Technical Learning and Adaptation

The team working on Agent Studio comes from diverse backgrounds without deep machine learning specialization. They’ve learned through reading latest papers, watching YouTube videos, and rapid experimentation. The team lead Luke has a background in biomedical engineering and life sciences with some machine learning exposure in research, but working with modern agentic AI required extensive self-learning. Principal architect Faker similarly adopted a researcher mindset that made him an early adopter of advancing AI capabilities within Medable.

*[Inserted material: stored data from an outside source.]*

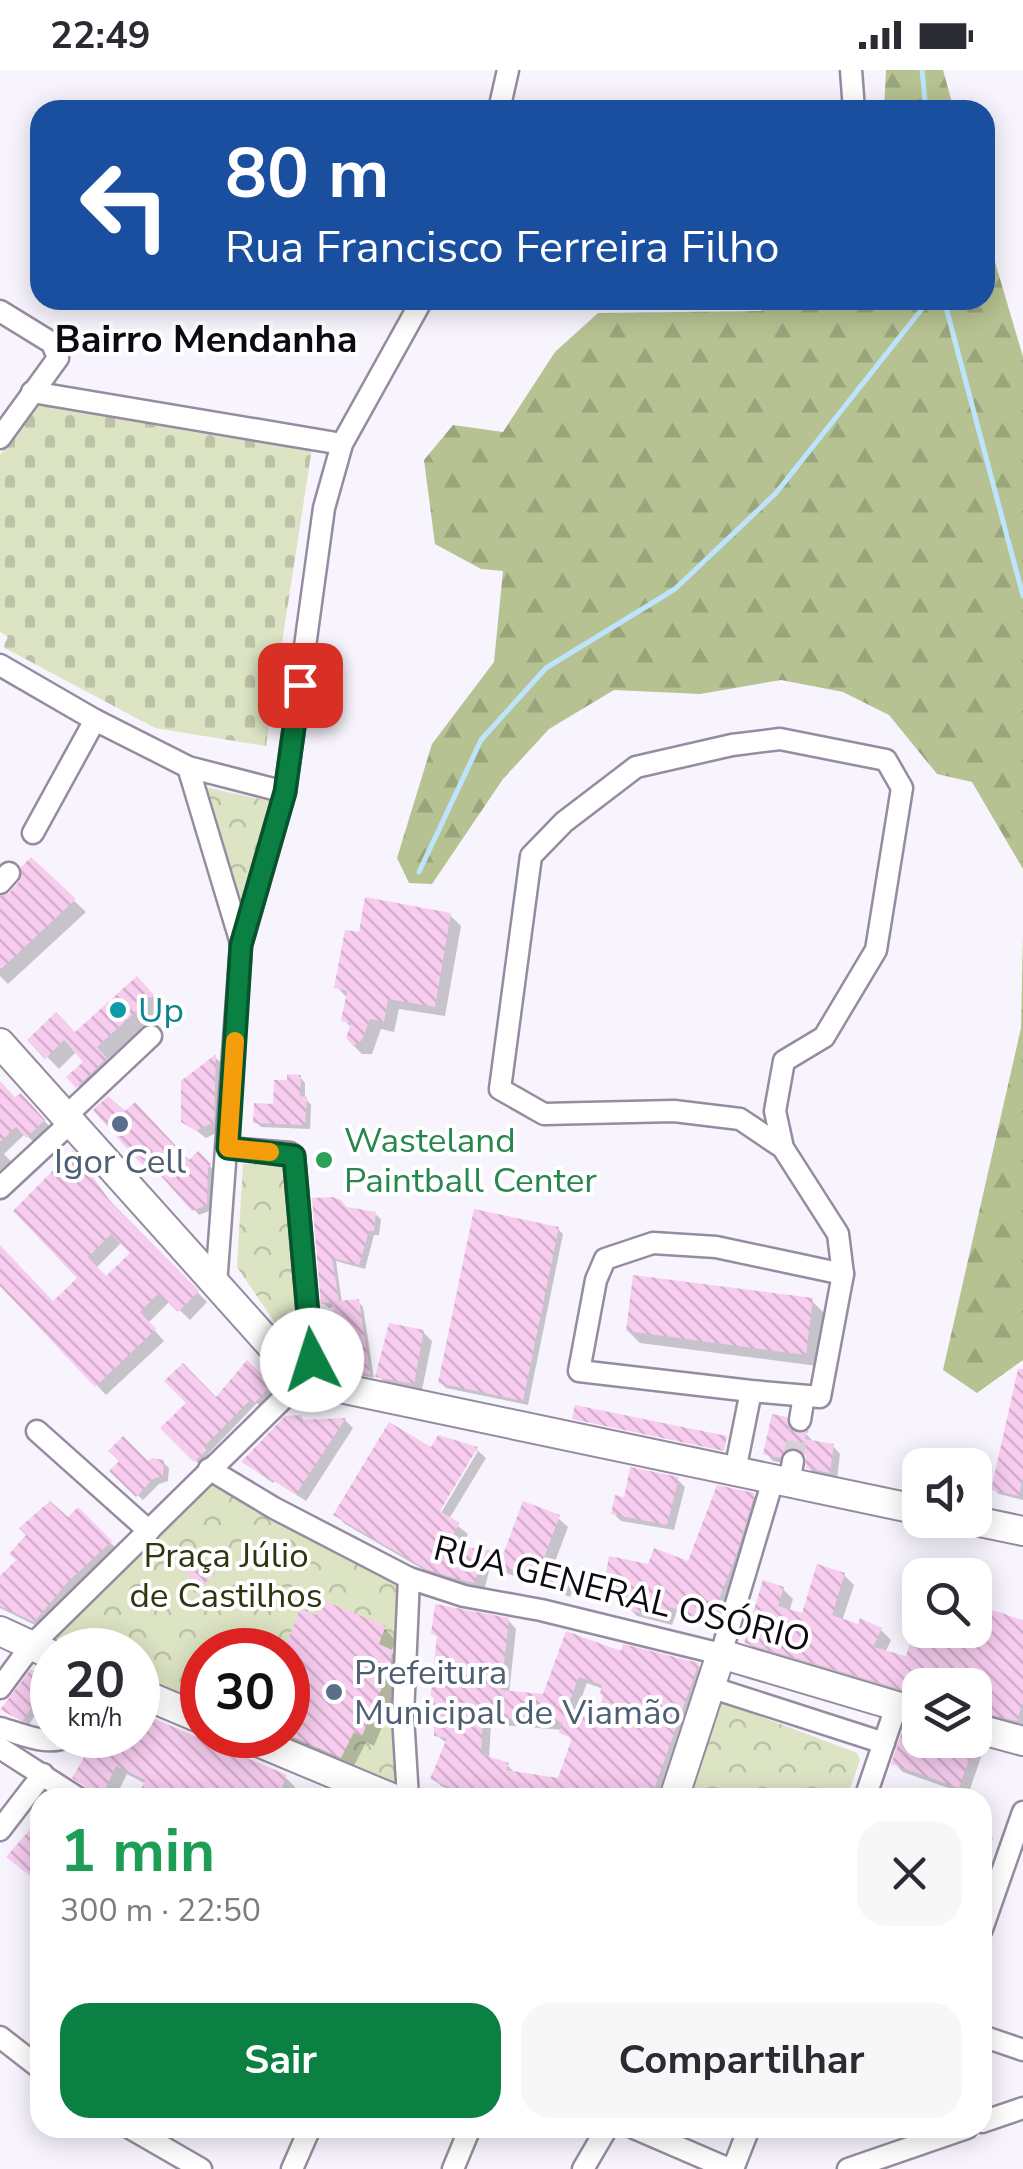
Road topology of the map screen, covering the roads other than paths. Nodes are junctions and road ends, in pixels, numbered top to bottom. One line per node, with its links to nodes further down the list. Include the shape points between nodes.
1 (508, 70): 3 (street)
2 (851, 70): 4 (street)
3 (500, 100)
4 (853, 100)
5 (0, 310): 7 (street, via 57,350)
6 (416, 310): 10 (street)
7 (32, 392): 8 (street); 10 (street)
8 (7, 416): 9 (street)
9 (0, 438)
10 (342, 444): 14 (street, via 324,508)
11 (0, 665): 12 (street)
12 (95, 720): 13 (street); 15 (street)
13 (188, 766): 14 (street); 16 (street)
14 (285, 792): 16 (street)
15 (32, 833)
16 (241, 945): 20 (street)
17 (152, 1036): 19 (street)
18 (0, 1043): 19 (main road)
19 (69, 1119): 22 (street); 24 (main road)
20 (228, 1148): 24 (street); 25 (street, via 290,1153 296,1162 312,1360)
21 (782, 1148): 21 (street, via 776,1111 784,1061 824,1037 876,950 902,788 886,760 780,739 636,767 531,856 500,1090 544,1114 674,1111 740,1119); 23 (street, via 838,1234)
22 (0, 1188)
23 (843, 1274): 26 (street, via 685,1244 653,1242 605,1259 579,1371); 27 (street, via 820,1397)
24 (216, 1285): 25 (main road)
25 (302, 1380): 30 (street); 31 (main road)
26 (750, 1390): 27 (street); 31 (street)
27 (804, 1396): 28 (street)
28 (800, 1420)
29 (37, 1432): 35 (street)
30 (209, 1469): 35 (street); 37 (street, RUA GENERAL OSÓRIO)
31 (735, 1471): 32 (main road)
32 (785, 1474): 33 (main road); 41 (street)
33 (902, 1505)
34 (992, 1525): 36 (main road)
35 (149, 1530): 38 (street)
36 (1023, 1531)
37 (409, 1578): 41 (street, RUA GENERAL OSÓRIO); 58 (street)
38 (62, 1628)
39 (0, 1631): 40 (main road)
40 (30, 1645)
41 (720, 1654): 43 (main road); 45 (main road, RUA GENERAL OSÓRIO)
42 (30, 1662): 44 (street)
43 (710, 1687): 51 (street); 59 (main road)
44 (0, 1688)
45 (902, 1708)
46 (902, 1718): 51 (street)
47 (0, 1728): 49 (street)
48 (992, 1733): 50 (main road)
49 (30, 1736)
50 (1023, 1741)
51 (884, 1743): 60 (street)
52 (0, 1748): 54 (street)
53 (296, 1758): 57 (main road)
54 (43, 1774): 55 (street); 56 (street)
55 (32, 1788)
56 (63, 1788)
57 (368, 1788)
58 (407, 1788)
59 (677, 1788)
60 (868, 1788)
61 (30, 1791): 63 (street)
62 (1023, 1812): 64 (street)
63 (0, 1830)
64 (992, 1900)
65 (0, 2037): 68 (street)
66 (992, 2039): 67 (street)
67 (1023, 2050)
68 (30, 2060)
69 (1023, 2108): 70 (street)
70 (992, 2119)
71 (147, 2138): 78 (street)
72 (306, 2138): 79 (street)
73 (466, 2138): 80 (street)
74 (600, 2138): 81 (street)
75 (660, 2138): 82 (street)
76 (745, 2138): 82 (street)
77 (938, 2138): 83 (street)
78 (201, 2169)
79 (292, 2169)
80 (453, 2169)
81 (583, 2169)
82 (731, 2169)
83 (848, 2169)

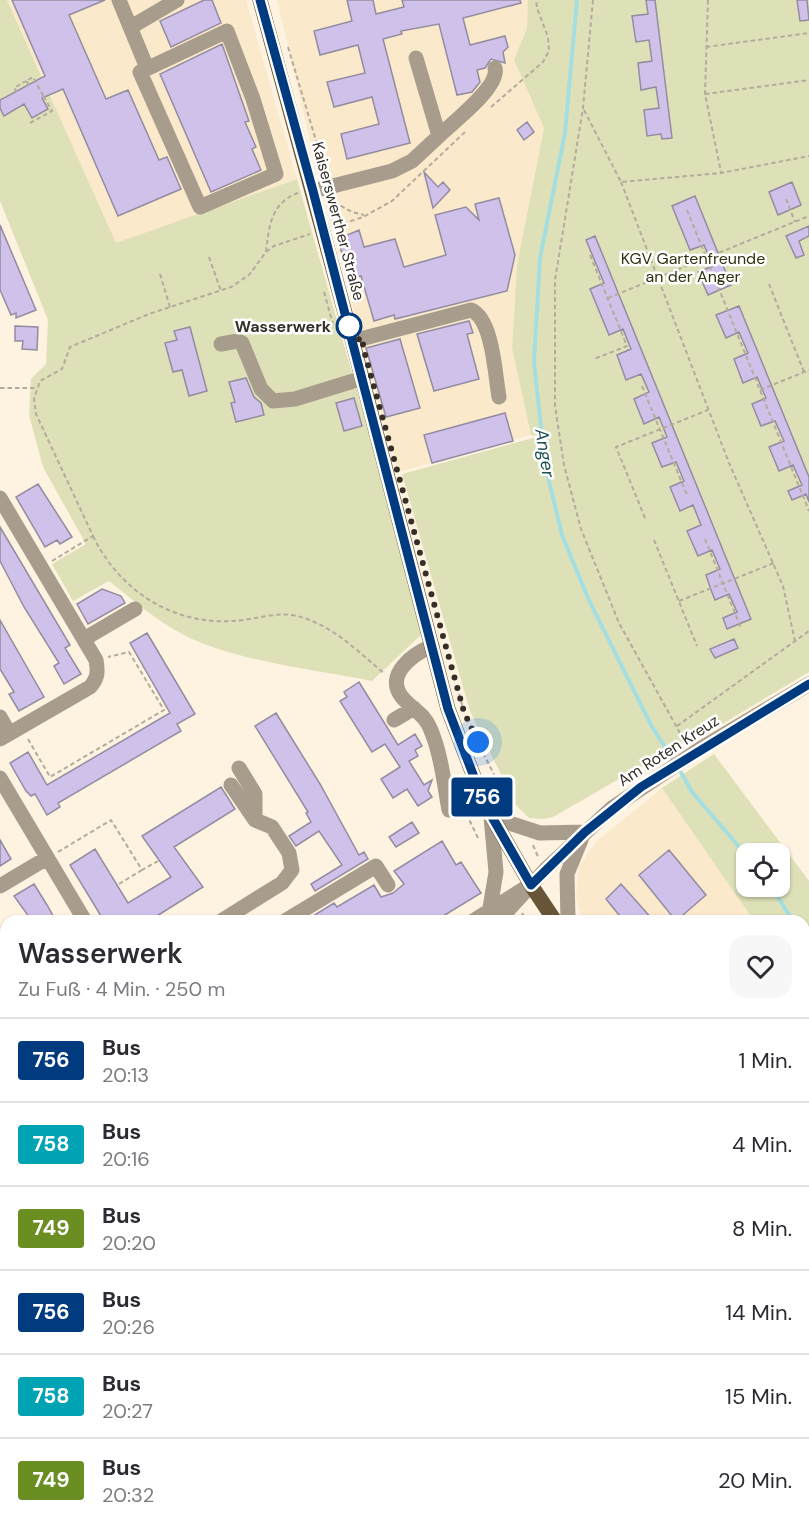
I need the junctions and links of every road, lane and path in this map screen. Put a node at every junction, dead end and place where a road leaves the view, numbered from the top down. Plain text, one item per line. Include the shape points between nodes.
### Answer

The environment at Medable strongly encourages experimentation to understand limits and possibilities. The team couldn’t rely on books because the technology advances too quickly, requiring staying current with releases and research papers published recently. This rapid learning environment reflects the broader industry moment where teams are figuring out LLMOps practices in real-time.

For the design team, tools like agentic AI and Claude Code have become central to their process, enabling faster learning and prototyping despite being a small, nimble team. The rapid evolution of tools and techniques requires continuous adaptation.

Future Direction

Medable’s CEO released a paper on “full self-driving” for clinical trials, articulating their ambitious vision. Rather than having masses of humans manually monitoring single data points, they envision an end-to-end clinical trial process augmented by agent workers. With 10,000 uncured illnesses that would take 200 years to address at current pace, the goal isn’t reducing human involvement but enabling humans to support more clinical operations simultaneously.

They’re starting with specific use cases where problems are obviously suited to their agent platform, but plan to evolve toward comprehensive agentic-powered applications with full end-to-end workflows for each relevant persona in clinical trials. The ultimate goal is reducing the clinical trial timeline from 10 years to one year, which would dramatically accelerate therapy development for patients.

The platform approach positions them well for this evolution. Each new solution builds on platform capabilities, making subsequent solutions easier to deliver. As they codify learnings about data retrieval patterns, agent configurations, and evaluation strategies into the platform itself, they enable faster development of new applications while maintaining the quality and compliance standards required in healthcare.